● **Exercise**
Retype the listing found below exactly, but leave out each picture.
** Opening Recorded information block **
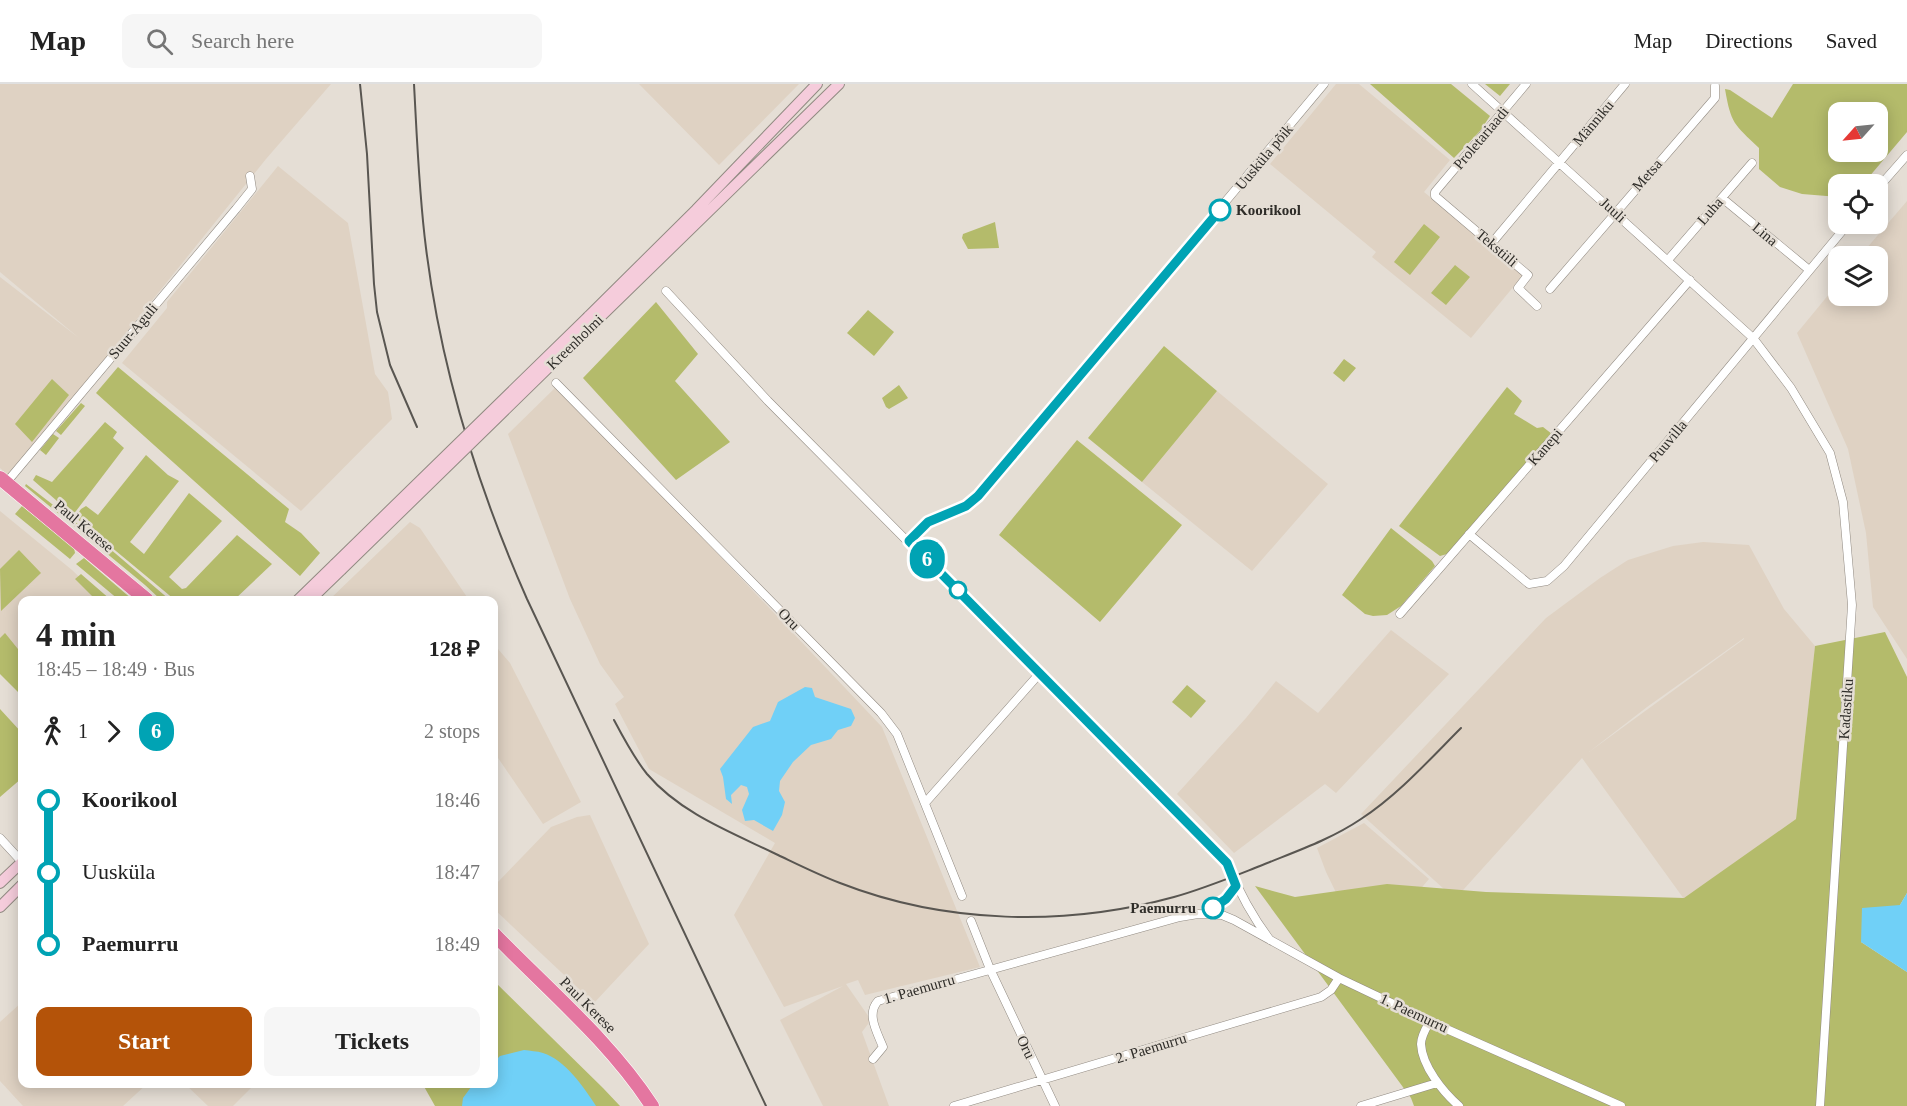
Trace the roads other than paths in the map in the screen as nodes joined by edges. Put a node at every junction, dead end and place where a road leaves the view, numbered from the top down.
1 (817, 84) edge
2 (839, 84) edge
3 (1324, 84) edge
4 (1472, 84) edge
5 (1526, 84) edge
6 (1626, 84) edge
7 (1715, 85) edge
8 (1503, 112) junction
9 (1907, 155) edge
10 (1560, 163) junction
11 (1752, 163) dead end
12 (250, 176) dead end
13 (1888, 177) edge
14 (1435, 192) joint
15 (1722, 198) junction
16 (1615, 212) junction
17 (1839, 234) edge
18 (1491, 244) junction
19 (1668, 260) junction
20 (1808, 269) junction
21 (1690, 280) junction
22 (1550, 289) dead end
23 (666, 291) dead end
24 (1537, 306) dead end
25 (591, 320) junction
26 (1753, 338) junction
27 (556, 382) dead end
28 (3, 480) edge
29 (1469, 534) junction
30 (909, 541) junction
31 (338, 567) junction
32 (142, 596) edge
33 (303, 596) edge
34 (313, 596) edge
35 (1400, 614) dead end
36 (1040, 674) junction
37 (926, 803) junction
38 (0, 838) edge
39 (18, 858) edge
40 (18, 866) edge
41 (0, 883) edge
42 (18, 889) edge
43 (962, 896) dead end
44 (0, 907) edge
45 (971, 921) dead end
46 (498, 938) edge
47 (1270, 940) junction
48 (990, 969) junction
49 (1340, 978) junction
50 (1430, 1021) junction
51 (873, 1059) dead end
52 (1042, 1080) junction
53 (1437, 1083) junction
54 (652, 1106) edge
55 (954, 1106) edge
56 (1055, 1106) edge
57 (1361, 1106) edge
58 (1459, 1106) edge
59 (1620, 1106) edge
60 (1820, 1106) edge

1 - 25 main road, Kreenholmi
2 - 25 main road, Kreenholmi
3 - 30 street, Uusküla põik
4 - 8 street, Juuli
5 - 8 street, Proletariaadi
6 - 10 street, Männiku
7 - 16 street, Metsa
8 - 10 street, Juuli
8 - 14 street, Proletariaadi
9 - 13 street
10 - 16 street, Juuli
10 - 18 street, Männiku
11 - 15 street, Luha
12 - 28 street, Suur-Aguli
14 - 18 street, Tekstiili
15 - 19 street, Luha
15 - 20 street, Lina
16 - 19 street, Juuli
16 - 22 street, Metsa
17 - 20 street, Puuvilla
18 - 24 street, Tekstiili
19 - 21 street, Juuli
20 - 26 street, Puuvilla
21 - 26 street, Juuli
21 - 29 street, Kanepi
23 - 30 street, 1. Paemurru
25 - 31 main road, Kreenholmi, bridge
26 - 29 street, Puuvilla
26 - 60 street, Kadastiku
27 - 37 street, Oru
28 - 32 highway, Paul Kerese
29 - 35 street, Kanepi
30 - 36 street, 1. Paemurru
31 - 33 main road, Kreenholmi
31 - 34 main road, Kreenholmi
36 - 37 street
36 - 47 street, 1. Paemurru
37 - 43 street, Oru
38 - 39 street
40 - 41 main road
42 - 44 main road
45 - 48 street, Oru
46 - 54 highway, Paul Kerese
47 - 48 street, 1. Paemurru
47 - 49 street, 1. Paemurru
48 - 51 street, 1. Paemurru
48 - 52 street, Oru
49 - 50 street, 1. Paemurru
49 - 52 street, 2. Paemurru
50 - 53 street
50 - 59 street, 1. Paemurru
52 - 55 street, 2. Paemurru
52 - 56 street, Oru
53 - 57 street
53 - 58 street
** Closing Recorded information block **
● **Task output**
Trace the roads other than paths in the map in the screen as nodes joined by edges. Put a node at every junction, dead end and place where a road leaves the view, numbered from the top down.
1 (817, 84) edge
2 (839, 84) edge
3 (1324, 84) edge
4 (1472, 84) edge
5 (1526, 84) edge
6 (1626, 84) edge
7 (1715, 85) edge
8 (1503, 112) junction
9 (1907, 155) edge
10 (1560, 163) junction
11 (1752, 163) dead end
12 (250, 176) dead end
13 (1888, 177) edge
14 (1435, 192) joint
15 (1722, 198) junction
16 (1615, 212) junction
17 (1839, 234) edge
18 (1491, 244) junction
19 (1668, 260) junction
20 (1808, 269) junction
21 (1690, 280) junction
22 (1550, 289) dead end
23 (666, 291) dead end
24 (1537, 306) dead end
25 (591, 320) junction
26 (1753, 338) junction
27 (556, 382) dead end
28 (3, 480) edge
29 (1469, 534) junction
30 (909, 541) junction
31 (338, 567) junction
32 (142, 596) edge
33 (303, 596) edge
34 (313, 596) edge
35 (1400, 614) dead end
36 (1040, 674) junction
37 (926, 803) junction
38 (0, 838) edge
39 (18, 858) edge
40 (18, 866) edge
41 (0, 883) edge
42 (18, 889) edge
43 (962, 896) dead end
44 (0, 907) edge
45 (971, 921) dead end
46 (498, 938) edge
47 (1270, 940) junction
48 (990, 969) junction
49 (1340, 978) junction
50 (1430, 1021) junction
51 (873, 1059) dead end
52 (1042, 1080) junction
53 (1437, 1083) junction
54 (652, 1106) edge
55 (954, 1106) edge
56 (1055, 1106) edge
57 (1361, 1106) edge
58 (1459, 1106) edge
59 (1620, 1106) edge
60 (1820, 1106) edge

1 - 25 main road, Kreenholmi
2 - 25 main road, Kreenholmi
3 - 30 street, Uusküla põik
4 - 8 street, Juuli
5 - 8 street, Proletariaadi
6 - 10 street, Männiku
7 - 16 street, Metsa
8 - 10 street, Juuli
8 - 14 street, Proletariaadi
9 - 13 street
10 - 16 street, Juuli
10 - 18 street, Männiku
11 - 15 street, Luha
12 - 28 street, Suur-Aguli
14 - 18 street, Tekstiili
15 - 19 street, Luha
15 - 20 street, Lina
16 - 19 street, Juuli
16 - 22 street, Metsa
17 - 20 street, Puuvilla
18 - 24 street, Tekstiili
19 - 21 street, Juuli
20 - 26 street, Puuvilla
21 - 26 street, Juuli
21 - 29 street, Kanepi
23 - 30 street, 1. Paemurru
25 - 31 main road, Kreenholmi, bridge
26 - 29 street, Puuvilla
26 - 60 street, Kadastiku
27 - 37 street, Oru
28 - 32 highway, Paul Kerese
29 - 35 street, Kanepi
30 - 36 street, 1. Paemurru
31 - 33 main road, Kreenholmi
31 - 34 main road, Kreenholmi
36 - 37 street
36 - 47 street, 1. Paemurru
37 - 43 street, Oru
38 - 39 street
40 - 41 main road
42 - 44 main road
45 - 48 street, Oru
46 - 54 highway, Paul Kerese
47 - 48 street, 1. Paemurru
47 - 49 street, 1. Paemurru
48 - 51 street, 1. Paemurru
48 - 52 street, Oru
49 - 50 street, 1. Paemurru
49 - 52 street, 2. Paemurru
50 - 53 street
50 - 59 street, 1. Paemurru
52 - 55 street, 2. Paemurru
52 - 56 street, Oru
53 - 57 street
53 - 58 street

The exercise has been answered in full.